» Dataset records:
# # # # #

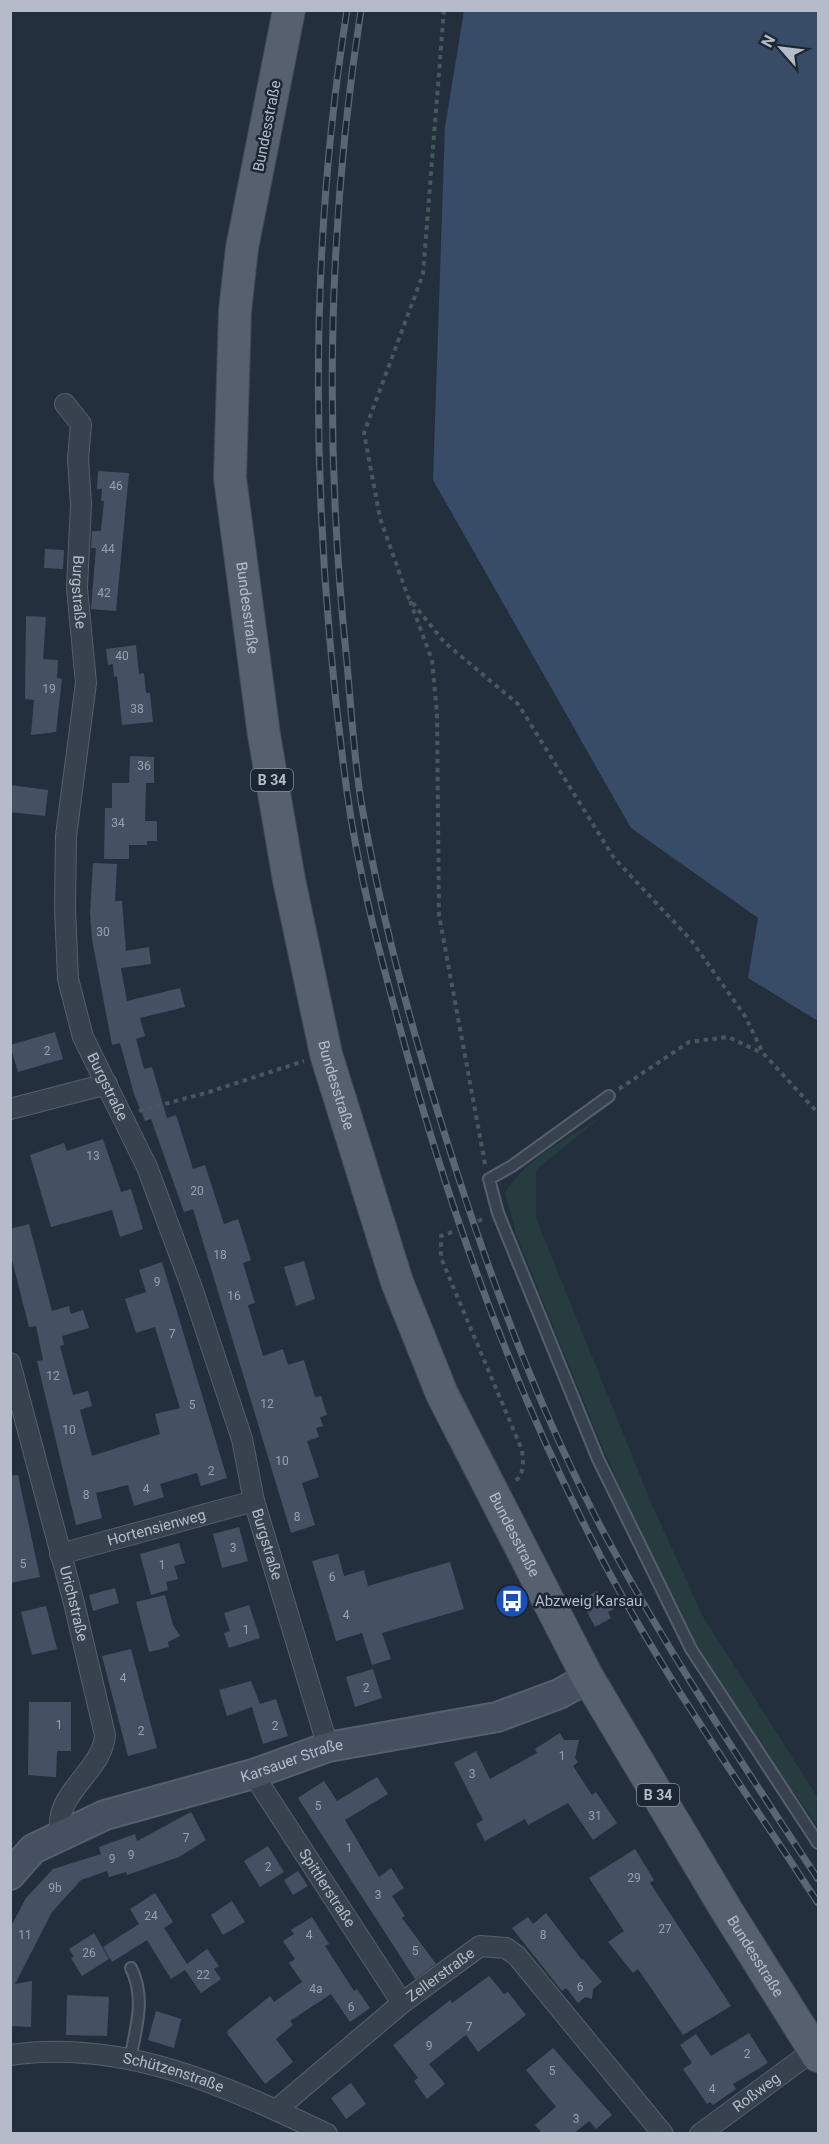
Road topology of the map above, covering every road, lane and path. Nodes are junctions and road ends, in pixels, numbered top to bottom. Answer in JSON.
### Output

# # # # #

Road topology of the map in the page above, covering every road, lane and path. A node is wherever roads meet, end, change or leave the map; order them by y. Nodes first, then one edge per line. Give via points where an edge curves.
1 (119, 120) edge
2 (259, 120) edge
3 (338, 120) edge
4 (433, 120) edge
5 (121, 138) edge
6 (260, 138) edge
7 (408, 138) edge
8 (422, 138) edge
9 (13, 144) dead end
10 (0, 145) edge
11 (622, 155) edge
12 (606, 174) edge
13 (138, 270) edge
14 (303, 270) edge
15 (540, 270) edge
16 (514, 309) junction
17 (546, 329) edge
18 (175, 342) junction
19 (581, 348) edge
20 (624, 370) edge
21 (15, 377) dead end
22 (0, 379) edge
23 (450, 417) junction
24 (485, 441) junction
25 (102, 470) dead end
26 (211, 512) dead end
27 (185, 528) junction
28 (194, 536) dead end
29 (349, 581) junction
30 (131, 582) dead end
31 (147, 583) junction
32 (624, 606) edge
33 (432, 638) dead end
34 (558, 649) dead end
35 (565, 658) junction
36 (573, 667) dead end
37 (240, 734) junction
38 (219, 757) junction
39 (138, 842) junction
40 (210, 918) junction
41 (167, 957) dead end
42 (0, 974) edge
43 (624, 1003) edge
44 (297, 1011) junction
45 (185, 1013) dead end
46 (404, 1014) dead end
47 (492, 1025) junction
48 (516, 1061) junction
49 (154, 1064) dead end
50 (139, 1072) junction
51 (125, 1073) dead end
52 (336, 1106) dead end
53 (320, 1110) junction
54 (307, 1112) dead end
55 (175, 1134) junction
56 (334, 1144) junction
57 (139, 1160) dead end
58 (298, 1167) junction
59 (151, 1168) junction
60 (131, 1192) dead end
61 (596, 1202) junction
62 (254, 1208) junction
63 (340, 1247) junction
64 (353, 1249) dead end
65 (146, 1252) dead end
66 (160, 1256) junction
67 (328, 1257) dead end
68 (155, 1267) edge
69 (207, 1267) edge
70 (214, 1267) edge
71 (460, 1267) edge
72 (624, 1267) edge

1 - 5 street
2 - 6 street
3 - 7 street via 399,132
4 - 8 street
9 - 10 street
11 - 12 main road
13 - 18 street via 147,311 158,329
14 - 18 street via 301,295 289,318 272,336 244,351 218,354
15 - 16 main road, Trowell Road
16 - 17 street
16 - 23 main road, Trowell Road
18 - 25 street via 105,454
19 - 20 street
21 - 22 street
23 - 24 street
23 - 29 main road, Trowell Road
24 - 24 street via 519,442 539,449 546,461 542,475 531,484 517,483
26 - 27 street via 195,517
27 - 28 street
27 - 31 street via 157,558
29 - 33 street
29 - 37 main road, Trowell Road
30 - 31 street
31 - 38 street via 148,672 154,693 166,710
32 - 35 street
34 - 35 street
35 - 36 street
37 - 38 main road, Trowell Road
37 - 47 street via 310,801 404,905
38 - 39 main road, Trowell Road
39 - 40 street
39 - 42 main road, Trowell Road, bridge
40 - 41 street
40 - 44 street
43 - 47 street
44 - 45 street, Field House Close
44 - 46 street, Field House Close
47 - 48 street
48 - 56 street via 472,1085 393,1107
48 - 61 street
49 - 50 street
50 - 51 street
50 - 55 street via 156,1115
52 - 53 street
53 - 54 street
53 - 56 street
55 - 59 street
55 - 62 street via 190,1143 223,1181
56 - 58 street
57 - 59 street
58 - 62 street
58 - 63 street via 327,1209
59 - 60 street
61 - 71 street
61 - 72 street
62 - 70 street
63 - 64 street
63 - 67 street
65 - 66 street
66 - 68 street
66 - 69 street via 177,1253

# # # # #

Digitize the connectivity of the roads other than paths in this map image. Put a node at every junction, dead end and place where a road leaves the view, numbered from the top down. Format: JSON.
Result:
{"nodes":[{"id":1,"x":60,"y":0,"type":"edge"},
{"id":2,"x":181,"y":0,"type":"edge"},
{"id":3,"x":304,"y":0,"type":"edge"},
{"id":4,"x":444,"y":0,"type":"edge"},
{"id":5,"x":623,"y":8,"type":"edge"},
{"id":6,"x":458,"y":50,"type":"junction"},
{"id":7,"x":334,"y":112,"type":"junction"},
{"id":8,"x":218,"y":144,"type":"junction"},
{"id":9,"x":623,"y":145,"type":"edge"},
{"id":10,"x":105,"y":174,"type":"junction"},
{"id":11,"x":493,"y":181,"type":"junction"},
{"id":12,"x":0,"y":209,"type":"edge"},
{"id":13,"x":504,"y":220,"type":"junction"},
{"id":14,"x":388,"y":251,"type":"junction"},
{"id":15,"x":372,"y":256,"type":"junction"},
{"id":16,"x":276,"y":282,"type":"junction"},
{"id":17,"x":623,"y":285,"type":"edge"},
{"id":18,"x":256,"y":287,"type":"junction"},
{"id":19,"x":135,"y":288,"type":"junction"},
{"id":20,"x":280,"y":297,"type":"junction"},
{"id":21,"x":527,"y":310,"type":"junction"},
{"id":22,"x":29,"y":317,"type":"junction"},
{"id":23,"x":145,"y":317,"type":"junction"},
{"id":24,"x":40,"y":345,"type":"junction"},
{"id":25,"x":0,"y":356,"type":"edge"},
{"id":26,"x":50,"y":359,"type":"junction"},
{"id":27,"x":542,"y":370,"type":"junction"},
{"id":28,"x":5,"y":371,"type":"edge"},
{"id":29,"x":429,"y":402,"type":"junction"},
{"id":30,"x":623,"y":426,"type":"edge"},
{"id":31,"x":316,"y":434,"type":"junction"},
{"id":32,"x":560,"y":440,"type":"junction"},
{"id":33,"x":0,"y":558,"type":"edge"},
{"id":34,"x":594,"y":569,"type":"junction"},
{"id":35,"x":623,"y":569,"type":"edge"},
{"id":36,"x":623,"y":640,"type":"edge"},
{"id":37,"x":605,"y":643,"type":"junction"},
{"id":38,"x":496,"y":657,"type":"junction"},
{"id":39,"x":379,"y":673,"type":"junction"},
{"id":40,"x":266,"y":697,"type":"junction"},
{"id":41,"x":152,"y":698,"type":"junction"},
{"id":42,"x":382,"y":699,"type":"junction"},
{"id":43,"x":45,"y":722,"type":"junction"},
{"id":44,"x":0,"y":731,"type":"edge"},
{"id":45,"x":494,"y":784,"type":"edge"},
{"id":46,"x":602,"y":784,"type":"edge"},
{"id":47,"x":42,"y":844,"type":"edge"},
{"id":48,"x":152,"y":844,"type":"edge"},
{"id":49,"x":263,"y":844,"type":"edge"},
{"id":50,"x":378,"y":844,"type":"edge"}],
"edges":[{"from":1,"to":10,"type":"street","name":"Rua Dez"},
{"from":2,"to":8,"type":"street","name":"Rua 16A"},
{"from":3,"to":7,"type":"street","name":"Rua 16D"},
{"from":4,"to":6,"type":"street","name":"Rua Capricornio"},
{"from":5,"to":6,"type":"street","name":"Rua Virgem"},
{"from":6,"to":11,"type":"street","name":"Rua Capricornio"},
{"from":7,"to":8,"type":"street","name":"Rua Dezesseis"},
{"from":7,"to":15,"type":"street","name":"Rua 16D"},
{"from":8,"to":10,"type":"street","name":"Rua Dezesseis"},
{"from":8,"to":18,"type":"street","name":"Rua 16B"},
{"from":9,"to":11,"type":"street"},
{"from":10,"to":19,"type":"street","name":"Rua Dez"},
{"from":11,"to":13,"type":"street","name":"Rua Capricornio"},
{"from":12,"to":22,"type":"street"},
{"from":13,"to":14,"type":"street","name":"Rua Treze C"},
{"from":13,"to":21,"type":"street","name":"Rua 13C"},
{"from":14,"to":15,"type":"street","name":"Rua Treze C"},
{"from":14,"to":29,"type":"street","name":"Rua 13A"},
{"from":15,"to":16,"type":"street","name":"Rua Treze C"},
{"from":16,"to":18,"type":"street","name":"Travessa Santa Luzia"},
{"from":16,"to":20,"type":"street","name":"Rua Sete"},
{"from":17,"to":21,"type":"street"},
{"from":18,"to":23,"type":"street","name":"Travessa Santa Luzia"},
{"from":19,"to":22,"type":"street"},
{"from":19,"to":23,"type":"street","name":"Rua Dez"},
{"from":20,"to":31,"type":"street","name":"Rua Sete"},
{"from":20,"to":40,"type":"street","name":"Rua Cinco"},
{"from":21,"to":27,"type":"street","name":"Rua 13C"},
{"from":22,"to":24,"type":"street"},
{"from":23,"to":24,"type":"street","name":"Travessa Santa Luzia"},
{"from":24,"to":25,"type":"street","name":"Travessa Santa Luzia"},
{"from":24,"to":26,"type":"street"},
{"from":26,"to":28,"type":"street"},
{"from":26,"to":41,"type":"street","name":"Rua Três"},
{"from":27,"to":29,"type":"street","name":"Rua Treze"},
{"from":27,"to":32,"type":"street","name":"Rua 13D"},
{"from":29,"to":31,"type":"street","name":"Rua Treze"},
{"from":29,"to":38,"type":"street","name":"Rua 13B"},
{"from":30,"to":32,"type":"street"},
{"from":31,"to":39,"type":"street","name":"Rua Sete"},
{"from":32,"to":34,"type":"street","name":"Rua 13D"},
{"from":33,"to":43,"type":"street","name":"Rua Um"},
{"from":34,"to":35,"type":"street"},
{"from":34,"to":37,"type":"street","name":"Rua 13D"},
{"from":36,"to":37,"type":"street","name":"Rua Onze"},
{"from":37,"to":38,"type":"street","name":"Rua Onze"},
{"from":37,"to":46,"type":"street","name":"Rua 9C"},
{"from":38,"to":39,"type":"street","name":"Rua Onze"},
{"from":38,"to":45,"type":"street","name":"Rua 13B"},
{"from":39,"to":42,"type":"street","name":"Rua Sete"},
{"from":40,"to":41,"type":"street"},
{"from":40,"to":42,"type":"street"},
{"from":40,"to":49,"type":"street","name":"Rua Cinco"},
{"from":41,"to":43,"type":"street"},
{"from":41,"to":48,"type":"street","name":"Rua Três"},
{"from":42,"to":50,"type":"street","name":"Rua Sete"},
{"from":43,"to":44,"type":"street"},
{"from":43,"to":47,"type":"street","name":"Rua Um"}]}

# # # # #

» Exercise directions:
Return every line above in which the string "numbered" occurs.

» Completed exercise:
Road topology of the map above, covering every road, lane and path. Nodes are junctions and road ends, in pixels, numbered top to bottom. Answer in JSON.
Digitize the connectivity of the roads other than paths in this map image. Put a node at every junction, dead end and place where a road leaves the view, numbered from the top down. Format: JSON.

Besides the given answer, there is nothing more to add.